The championship races start on Thursday, October 20, and lead to the Grand Championships on Saturday, October 22. The drone racing qualifiers will be the Mini Class, Team, and such races as Wing, Extreme Freestyle, and Micro Smakdown that produce a finalist grouping.
The drone for racing is essentially a quadcopter which could be purchased ready-to-fly or built out of a kit, as Nowak has been doing. According to Gizmag, the champ’s home in Queensland, Australia, is covered in half-built quadcopters and loose parts.
“It just totally blew me away. Two weeks later I bought my first kit, built my first quad, met up with some of the other guys flying here and the rest is history. It’s like a disease.”
According to ABC News, Chad Nowak from Brisbane won the freestyle, team and individual champion races at the inaugural U.S. National Drone Racing Championships in California last week, bagging first prize in three events to bring home more than $15,000. He earned the distinction of being the best of the best at the international drone racing competition. Going FPV (first person view) like the other competitors, he wore goggles to get a drones-eye perspective and clocked speeds of more than 60 kilometres per hour.

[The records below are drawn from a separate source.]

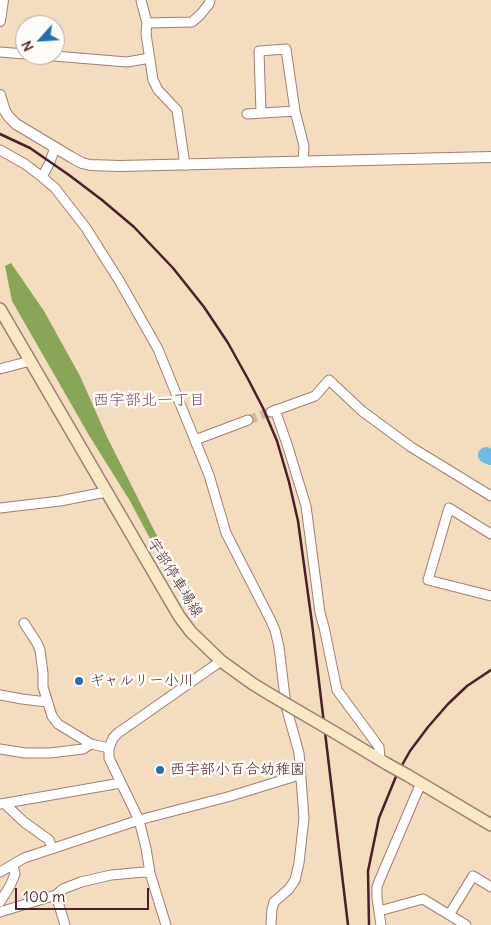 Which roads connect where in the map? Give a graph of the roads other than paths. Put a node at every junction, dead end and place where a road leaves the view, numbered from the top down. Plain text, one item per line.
1 (3, 0) edge
2 (141, 0) edge
3 (210, 0) edge
4 (0, 21) edge
5 (147, 23) junction
6 (0, 52) edge
7 (15, 53) edge
8 (65, 57) edge
9 (150, 58) junction
10 (0, 95) edge
11 (295, 111) junction
12 (261, 113) junction
13 (247, 114) dead end
14 (55, 147) junction
15 (0, 150) edge
16 (491, 157) edge
17 (303, 162) junction
18 (185, 164) junction
19 (42, 177) junction
20 (0, 309) edge
21 (30, 361) junction
22 (0, 369) edge
23 (248, 420) tunnel mouth
24 (195, 440) junction
25 (106, 492) junction
26 (491, 496) edge
27 (0, 508) edge
28 (491, 534) edge
29 (491, 596) edge
30 (24, 623) dead end
31 (221, 661) junction
32 (0, 695) edge
33 (47, 702) junction
34 (91, 744) junction
35 (109, 748) junction
36 (0, 749) edge
37 (383, 761) junction
38 (301, 776) junction
39 (120, 783) junction
40 (421, 783) junction
41 (3, 804) edge
42 (139, 820) junction
43 (491, 825) edge
44 (52, 848) junction
45 (13, 864) junction
46 (0, 872) edge
47 (150, 874) junction
48 (491, 887) edge
49 (56, 895) junction
50 (0, 902) edge
51 (379, 910) junction
52 (0, 912) edge
53 (449, 915) junction
54 (64, 925) edge
55 (166, 925) edge
56 (271, 925) edge
57 (381, 925) edge
58 (466, 925) edge

1 - 4 street
2 - 5 street
3 - 5 street
5 - 9 street
6 - 7 street
8 - 9 street
9 - 18 street
10 - 14 street
11 - 12 street
11 - 12 street
11 - 17 street
12 - 13 street
14 - 18 street
14 - 19 street
15 - 19 street
16 - 17 street
17 - 18 street
19 - 24 street
20 - 21 main road, 宇部停車場線
21 - 22 street
21 - 25 main road, 宇部停車場線
23 - 24 street
24 - 38 street
25 - 27 street
25 - 31 main road, 宇部停車場線
26 - 37 street
28 - 29 street
30 - 33 street
31 - 35 street
31 - 37 main road, 宇部停車場線, bridge
32 - 33 street
33 - 34 street
34 - 35 street
34 - 36 street
35 - 39 street
37 - 40 main road, 宇部停車場線, bridge
38 - 42 street
38 - 56 street
39 - 41 street
39 - 42 street
40 - 43 main road, 宇部停車場線
40 - 51 street
41 - 44 street
42 - 44 street
42 - 47 street
44 - 45 street
45 - 46 street
45 - 50 street
47 - 49 street
47 - 55 street
48 - 53 street
49 - 52 street
49 - 54 street
51 - 53 street
51 - 57 street
53 - 58 street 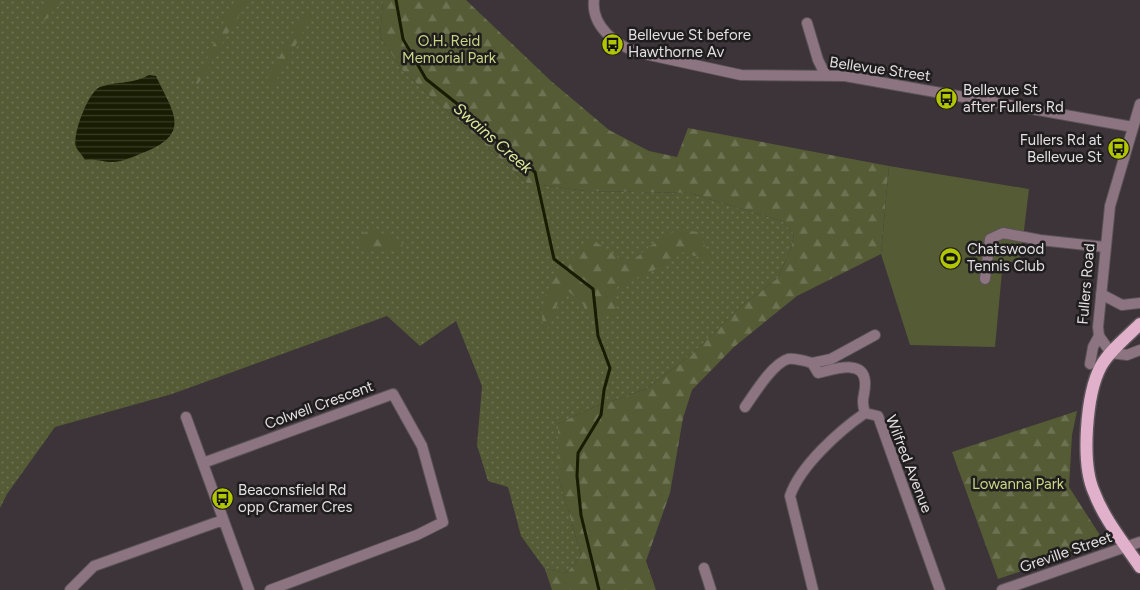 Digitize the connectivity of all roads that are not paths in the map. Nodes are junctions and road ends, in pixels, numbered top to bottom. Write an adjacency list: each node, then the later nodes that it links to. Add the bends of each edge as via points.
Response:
1 (594, 0): 3 (street, Bellevue Street, via 593,13 601,28 633,51 733,74)
2 (807, 23): 3 (street)
3 (826, 76): 5 (street, Bellevue Street, via 894,84)
4 (1140, 104): 5 (street, Fullers Road)
5 (1133, 127): 6 (street, Fullers Road, via 1110,206)
6 (1105, 247): 7 (street, via 1003,233 990,239); 8 (street, Fullers Road)
7 (985, 279)
8 (1101, 294): 9 (street, via 1122,305); 12 (street, Fullers Road)
9 (1140, 303)
10 (1140, 324): 14 (main road)
11 (876, 335): 15 (street, via 831,359)
12 (1098, 336): 14 (street, Fullers Road); 16 (street)
13 (1140, 350): 14 (street, via 1127,355)
14 (1111, 353): 23 (main road, via 1095,381 1087,468 1097,500)
15 (812, 363): 17 (street, via 787,359 775,367); 18 (street, via 818,372 845,367 862,373 865,381 861,401)
16 (1090, 364)
17 (745, 407)
18 (865, 413): 30 (street, Wilfred Avenue, via 831,442 794,484 790,496); 31 (street, Wilfred Avenue, via 878,416)
19 (186, 416): 20 (street)
20 (203, 463): 21 (street); 28 (street, Colwell Crescent, via 393,394 422,446 443,522 418,535)
21 (224, 520): 26 (street, via 94,566); 27 (street)
22 (1140, 542): 23 (street, Greville Street)
23 (1126, 546): 24 (main road); 32 (street, Greville Street)
24 (1140, 566)
25 (704, 568): 29 (street)
26 (70, 590)
27 (250, 590)
28 (270, 590)
29 (710, 590)
30 (813, 590)
31 (940, 590)
32 (1002, 590)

The FPV aspect of drone racing is its main draw, giving the competitor an “out-of-body experience” as he navigates his way through the air, his consciousness embodied by his UAV. The drones stream video from their front-facing cameras as they fly through the air, some as fast as 100 miles per hour, creating the effect of virtual reality combined with video gaming.

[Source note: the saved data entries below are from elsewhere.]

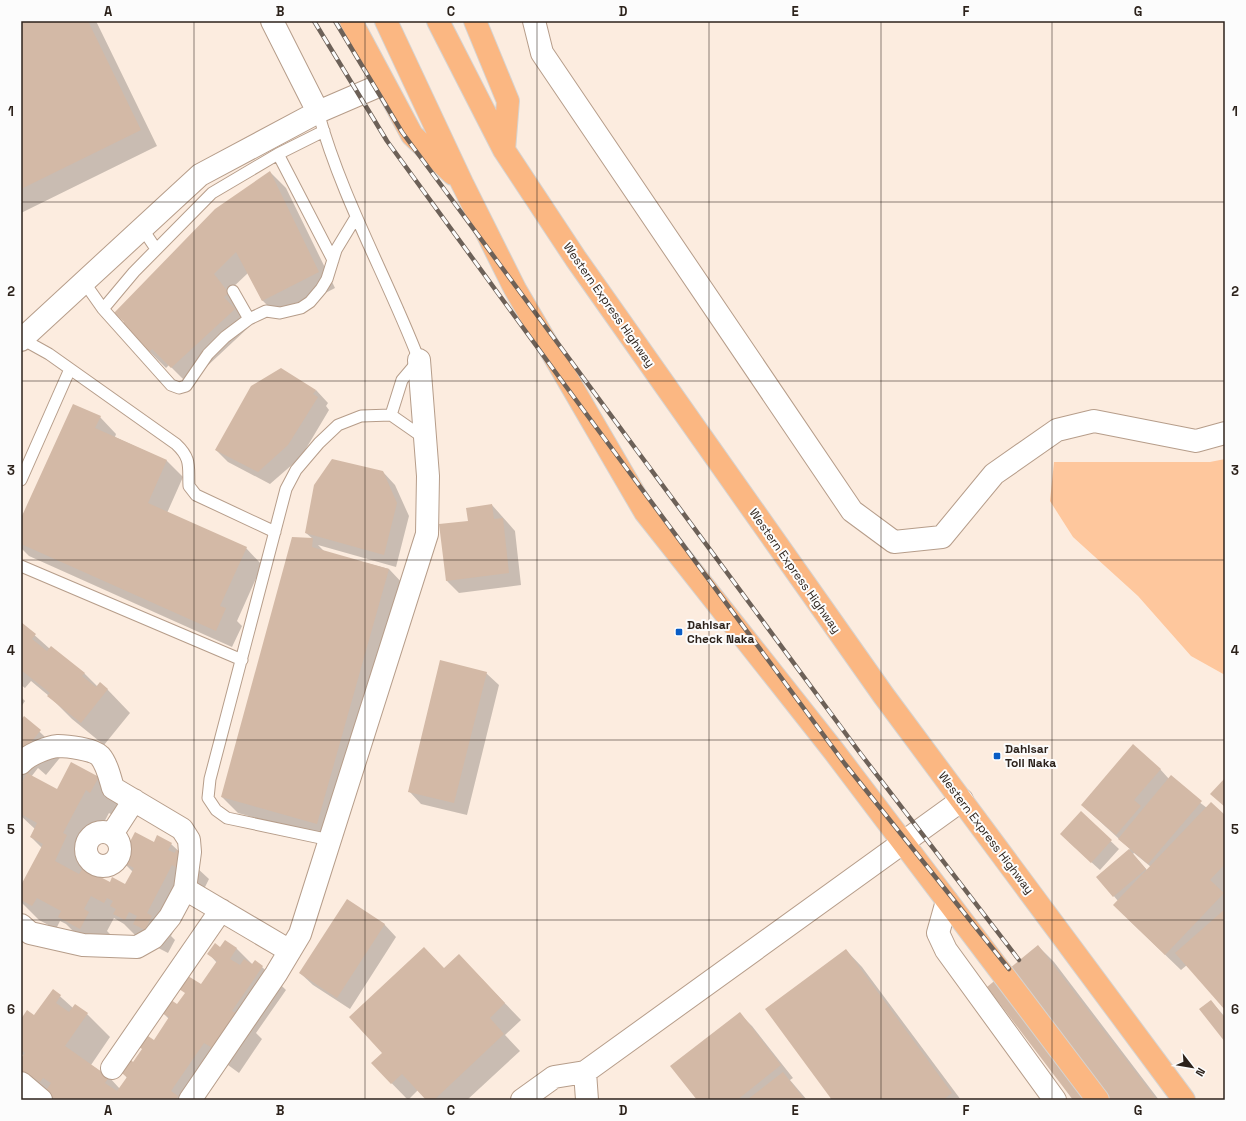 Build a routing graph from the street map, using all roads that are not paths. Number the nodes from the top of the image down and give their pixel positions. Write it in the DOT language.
graph roads {
  1 [pos="272,21"];
  2 [pos="351,21"];
  3 [pos="386,21"];
  4 [pos="438,21"];
  5 [pos="475,21"];
  6 [pos="493,21"];
  7 [pos="534,21"];
  8 [pos="493,66"];
  9 [pos="383,84"];
  10 [pos="321,122"];
  11 [pos="504,150"];
  12 [pos="278,154"];
  13 [pos="462,183"];
  14 [pos="356,217"];
  15 [pos="142,228"];
  16 [pos="156,249"];
  17 [pos="333,260"];
  18 [pos="84,282"];
  19 [pos="233,291"];
  20 [pos="104,309"];
  21 [pos="249,319"];
  22 [pos="21,339"];
  23 [pos="419,360"];
  24 [pos="70,369"];
  25 [pos="391,415"];
  26 [pos="1225,433"];
  27 [pos="424,438"];
  28 [pos="21,480"];
  29 [pos="275,532"];
  30 [pos="21,566"];
  31 [pos="242,660"];
  32 [pos="21,763"];
  33 [pos="134,800"];
  34 [pos="962,800"];
  35 [pos="112,834"];
  36 [pos="330,840"];
  37 [pos="903,843"];
  38 [pos="185,889"];
  39 [pos="947,901"];
  40 [pos="221,910"];
  41 [pos="21,925"];
  42 [pos="290,951"];
  43 [pos="112,1068"];
  44 [pos="585,1072"];
  45 [pos="21,1083"];
  46 [pos="41,1100"];
  47 [pos="190,1100"];
  48 [pos="522,1100"];
  49 [pos="587,1100"];
  50 [pos="1055,1100"];
  51 [pos="1098,1100"];
  52 [pos="1184,1100"];
  1 -- 10 [label="street"];
  2 -- 9 [label="highway"];
  3 -- 13 [label="highway"];
  4 -- 11 [label="highway, Western Express Highway"];
  5 -- 8 [label="highway"];
  6 -- 8 [label="highway"];
  7 -- 26 [label="street"];
  8 -- 11 [label="highway"];
  9 -- 10 [label="street"];
  9 -- 13 [label="highway"];
  10 -- 12 [label="lane"];
  10 -- 14 [label="lane"];
  10 -- 15 [label="street"];
  11 -- 34 [label="highway, Western Express Highway"];
  12 -- 16 [label="lane"];
  12 -- 17 [label="lane"];
  13 -- 37 [label="highway"];
  14 -- 17 [label="lane"];
  14 -- 23 [label="lane"];
  15 -- 16 [label="lane"];
  15 -- 18 [label="street"];
  16 -- 20 [label="lane"];
  17 -- 21 [label="lane"];
  18 -- 20 [label="lane"];
  18 -- 22 [label="street"];
  19 -- 21 [label="lane"];
  20 -- 21 [label="lane"];
  22 -- 24 [label="lane"];
  23 -- 25 [label="lane"];
  23 -- 27 [label="street"];
  24 -- 28 [label="lane"];
  24 -- 29 [label="lane"];
  25 -- 27 [label="lane"];
  25 -- 29 [label="lane"];
  27 -- 36 [label="street"];
  29 -- 31 [label="lane"];
  30 -- 31 [label="lane"];
  31 -- 36 [label="lane"];
  32 -- 33 [label="street"];
  33 -- 35 [label="street"];
  33 -- 38 [label="street"];
  34 -- 37 [label="street"];
  34 -- 52 [label="highway, Western Express Highway"];
  36 -- 42 [label="street"];
  37 -- 39 [label="highway"];
  37 -- 44 [label="street"];
  38 -- 40 [label="street"];
  38 -- 41 [label="street"];
  39 -- 50 [label="street"];
  39 -- 51 [label="highway"];
  40 -- 42 [label="street"];
  40 -- 43 [label="street"];
  42 -- 47 [label="street"];
  44 -- 48 [label="street"];
  44 -- 49 [label="street"];
  45 -- 46 [label="street"];
}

According to Quartz, first-person view drone racing is still a sport in its infancy. Small, custom-built drones with cameras to broadcast video feeds back to specially-designed goggles enable pilots to see what the drones see, thus the addictive appeal. The inaugural U.S. competition in California was designed to bring racers, enthusiasts, vendors and manufacturers together and help the sport grow through the interaction.
Dreamworks animation director Carlos Puertolas was one of the competitors who lost to Nowak in California’s U.S. National Drone Racing Championships. Using the handle “Charpu” in the drone vernacular, he is widely regarded as a master in the FPV craft. In an interview with National Geographic, he explained how he evolved into a racing enthusiast.
“Quadcopters are something that always intrigued me. I used to be a skater. Now I am 34. I wanted to find an outlet for my constant search for thrills, but without the danger. So flying quadcopters was a perfect fit.”
“The 250s are the first ones that became popular. That is, 250 millimeters from motor to motor. Things have evolved though, and you can go up to a frame of 300 millimeters and it will still be considered a mini.”
FPV drone racing is netting new followers through its live-streaming online. A huge turnout is expected at the Hawaiian event come Fall.